Being Ill, Vertically

by Natali Drake
Originally Published: 

I have a chest infection. In fact, I may well have Pneumonia, TB, Bronchitis, Whooping Cough, Bubonic Plague… Being a self-employed mother of two, going to the doctors is currently number 57 on my to do list so I am currently self medicating and waiting it out.

After a rather enthusiastic bout of coughing last night, I lay in bed thinking back to my luxury years, (i.e. pre-children), where being ill was a bit of a treat. I would wake up with a slight sniffle on a Monday morning (and in most cases a hangover), put on my Oscar-nomination croaky voice and explain to my then-boss that although I was raring to get to work I couldn’t risk passing on the dreaded bug to my work colleagues. I would insist that it was in everyone’s best interest if I stayed at home and recovered, to which he would agree and I would silently celebrate my day off.

Needless to say this was back in the day before everyone had work laptops and was able to ‘log in’ to work 24/7. I would then roll over and sleep (remember what that was?) until noon, make myself a bacon sandwich (for purely medicinal reasons) and stare at daytime TV until the sun set… all without getting out of my PJs. On some occasions, when my croaky voice wasn’t put on, I would even have the odd visit from my mum bringing me home-made chicken soup; or the then-boyfriend-now-husband would call from the chemist offering to buy me cough drops and Aloe Vera infused tissues. Oh, how I long for those sick days!

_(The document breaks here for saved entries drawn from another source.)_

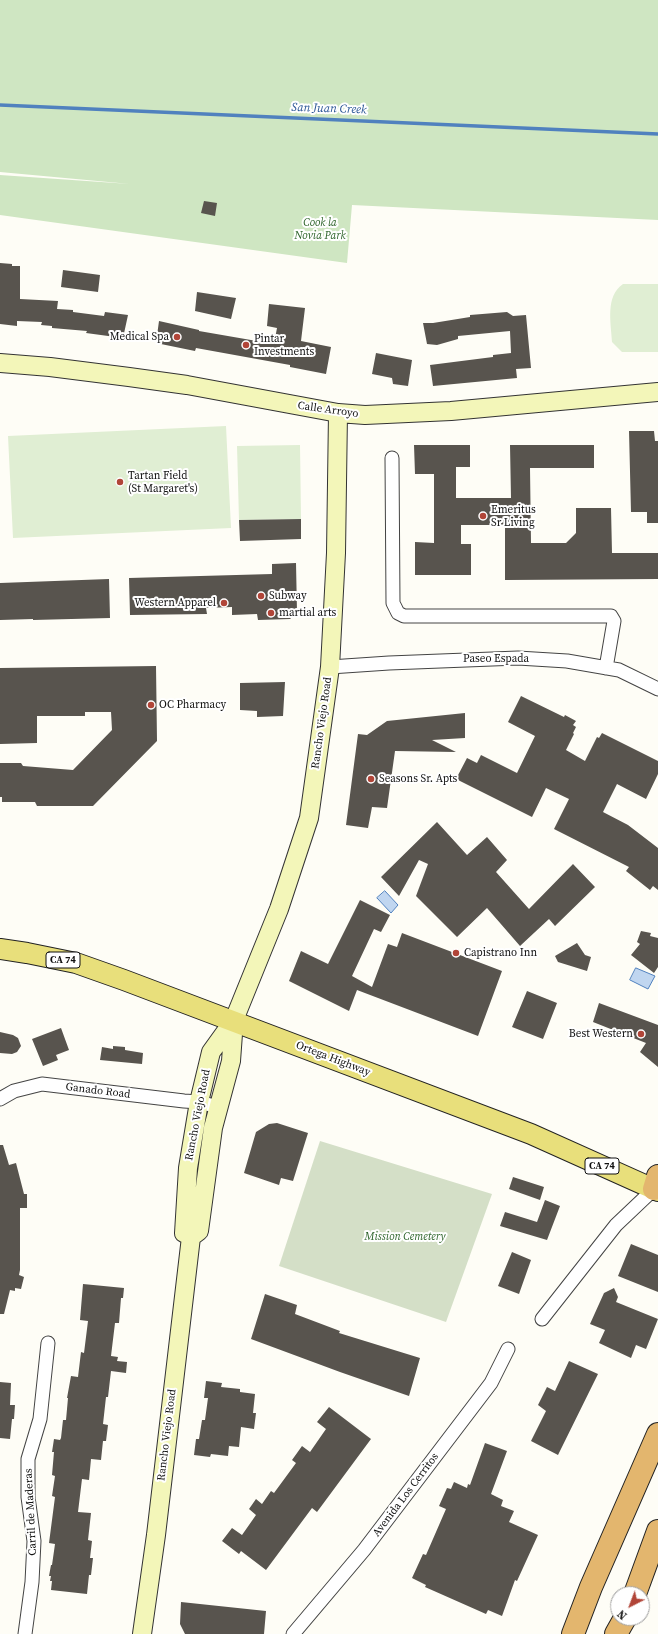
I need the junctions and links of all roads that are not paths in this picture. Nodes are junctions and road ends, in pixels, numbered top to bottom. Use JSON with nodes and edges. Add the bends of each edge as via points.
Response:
{"nodes":[{"id":1,"x":0,"y":363,"type":"edge"},
{"id":2,"x":658,"y":392,"type":"edge"},
{"id":3,"x":338,"y":413,"type":"junction"},
{"id":4,"x":392,"y":458,"type":"dead end"},
{"id":5,"x":330,"y":667,"type":"junction"},
{"id":6,"x":606,"y":668,"type":"junction"},
{"id":7,"x":658,"y":689,"type":"edge"},
{"id":8,"x":0,"y":949,"type":"edge"},
{"id":9,"x":234,"y":1020,"type":"junction"},
{"id":10,"x":0,"y":1099,"type":"edge"},
{"id":11,"x":199,"y":1102,"type":"junction"},
{"id":12,"x":218,"y":1107,"type":"junction"},
{"id":13,"x":657,"y":1186,"type":"edge"},
{"id":14,"x":191,"y":1237,"type":"junction"},
{"id":15,"x":542,"y":1319,"type":"dead end"},
{"id":16,"x":48,"y":1343,"type":"dead end"},
{"id":17,"x":508,"y":1349,"type":"dead end"},
{"id":18,"x":658,"y":1434,"type":"edge"},
{"id":19,"x":658,"y":1530,"type":"edge"},
{"id":20,"x":658,"y":1555,"type":"edge"},
{"id":21,"x":639,"y":1586,"type":"edge"},
{"id":22,"x":641,"y":1586,"type":"edge"},
{"id":23,"x":25,"y":1634,"type":"edge"},
{"id":24,"x":142,"y":1634,"type":"edge"},
{"id":25,"x":293,"y":1634,"type":"edge"},
{"id":26,"x":573,"y":1634,"type":"edge"}],
"edges":[{"from":1,"to":3,"type":"main road","name":"Calle Arroyo","via":[[187,385]]},
{"from":2,"to":3,"type":"main road","name":"Calle Arroyo","via":[[451,411],[368,415]]},
{"from":3,"to":5,"type":"main road","name":"Rancho Viejo Road","via":[[336,553]]},
{"from":4,"to":6,"type":"street","via":[[393,602],[398,613],[404,616],[611,616],[614,621]]},
{"from":5,"to":6,"type":"street","name":"Paseo Espada","via":[[518,658],[567,661]]},
{"from":5,"to":9,"type":"main road","name":"Rancho Viejo Road","via":[[309,818],[279,909]]},
{"from":6,"to":7,"type":"street","name":"Paseo Espada","via":[[619,670]]},
{"from":8,"to":9,"type":"main road","name":"Ortega Highway","number":"CA 74","via":[[27,952],[76,964]]},
{"from":9,"to":11,"type":"main road","name":"Rancho Viejo Road","via":[[211,1052]]},
{"from":9,"to":12,"type":"main road","name":"Rancho Viejo Road","via":[[231,1061]]},
{"from":9,"to":13,"type":"main road","name":"Ortega Highway","number":"CA 74","via":[[531,1134]]},
{"from":10,"to":11,"type":"street","name":"Ganado Road","via":[[14,1091],[42,1084]]},
{"from":11,"to":12,"type":"street","name":"Ganado Road"},
{"from":11,"to":14,"type":"main road","name":"Rancho Viejo Road","via":[[188,1168],[184,1234]]},
{"from":12,"to":14,"type":"main road","name":"Rancho Viejo Road","via":[[199,1231]]},
{"from":13,"to":15,"type":"street","via":[[616,1225]]},
{"from":14,"to":24,"type":"main road","name":"Rancho Viejo Road"},
{"from":16,"to":23,"type":"street","name":"Carril de Maderas","via":[[40,1419],[28,1459],[28,1497],[34,1542]]},
{"from":17,"to":25,"type":"street","name":"Avenida Los Cerritos","via":[[491,1383],[364,1550]]},
{"from":18,"to":26,"type":"highway"},
{"from":19,"to":21,"type":"highway"},
{"from":20,"to":22,"type":"highway"}]}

Unfortunately, I no longer have anyone to call in sick to, and having moved to Spain, my mum’s soup-for-the-soul would most probably get spilled and arrive too cold if she had to bring it over. When I call her to tell I’m under the weather she laughs, not cruelly but wryly. Or more in the ‘ha, welcome to the mom club, I’ve been waiting for you to join’ kinda way she has done since I gave birth. She has, after all, patiently waited 30 years to watch me suffer the injustices I put her through. I whine and moan and she parts with her latest nugget of motherhood: If us moms have the audacity to be ill, we can only do so vertically. We won’t get sympathy, we won’t get concern and we most definitely won’t get help. In fact, there is no point in scaring the family with the thought of them being mother-less for a few days, save that for when you are really at death’s door…then you can quite rightly terrify the shit out of them. But until your limbs are hanging off,or your head is on backwards, don’t worry them.

She also reminded me that since the day I held a birthday party for my two-year-old three days after giving birth to her sister, I am now sitting upon a very high Superwoman perch from which I can no longer jump down from. Hubby doesn’t seem too concerned either. This morning for instance, after keeping the house awake with my honking cough – the neighbors probably wondering why we are housing a gaggle of very pissed off geese – my husband said, ‘how about you go to bed…’ (I was hoping that was the end of the sentence, it wasn’t.) ‘…in the spare room tonight. I have a busy day tomorrow and need my sleep.’

So, I’m pushing on through. After a week of hacking, honking, and retching I have unearthed an unused packet of antibiotics that the internet has kindly informed me will suffice for a chest infection. I have also downed a few glugs directly from a bottle of some black tar-like medicine that looks like it has come directly from the bowels of the devil himself, and smells like it too. Neither of them is working but at least I am trying.

So, I’m into my second week of sounding like an old man with a bad 60-a-day habit. I secretly imagine my new husky voice makes me sound sexy, but in reality it just means I can no longer reach the high notes on the Disney songs – much to my kids’ relief. This afternoon I had a particularly violent coughing fit. I was on the phone to a client, my veg boiling over and my three-year-old on the pot shouting that she had ‘finished’.

Hanging up the phone, I stumbled to the bathroom doubled over, tears streaming down my face and unable to catch my breath. My five-year-old came running in calling my name, her face etched with concern.

‘Don’t worry,’ I gasp, holding on to the towel rail for support. ‘Mummy is fine.’

‘I know,’ she replies. ‘I just want to know when my dinner will be ready.’

And that, ladies and gentleman, is being ill, vertically.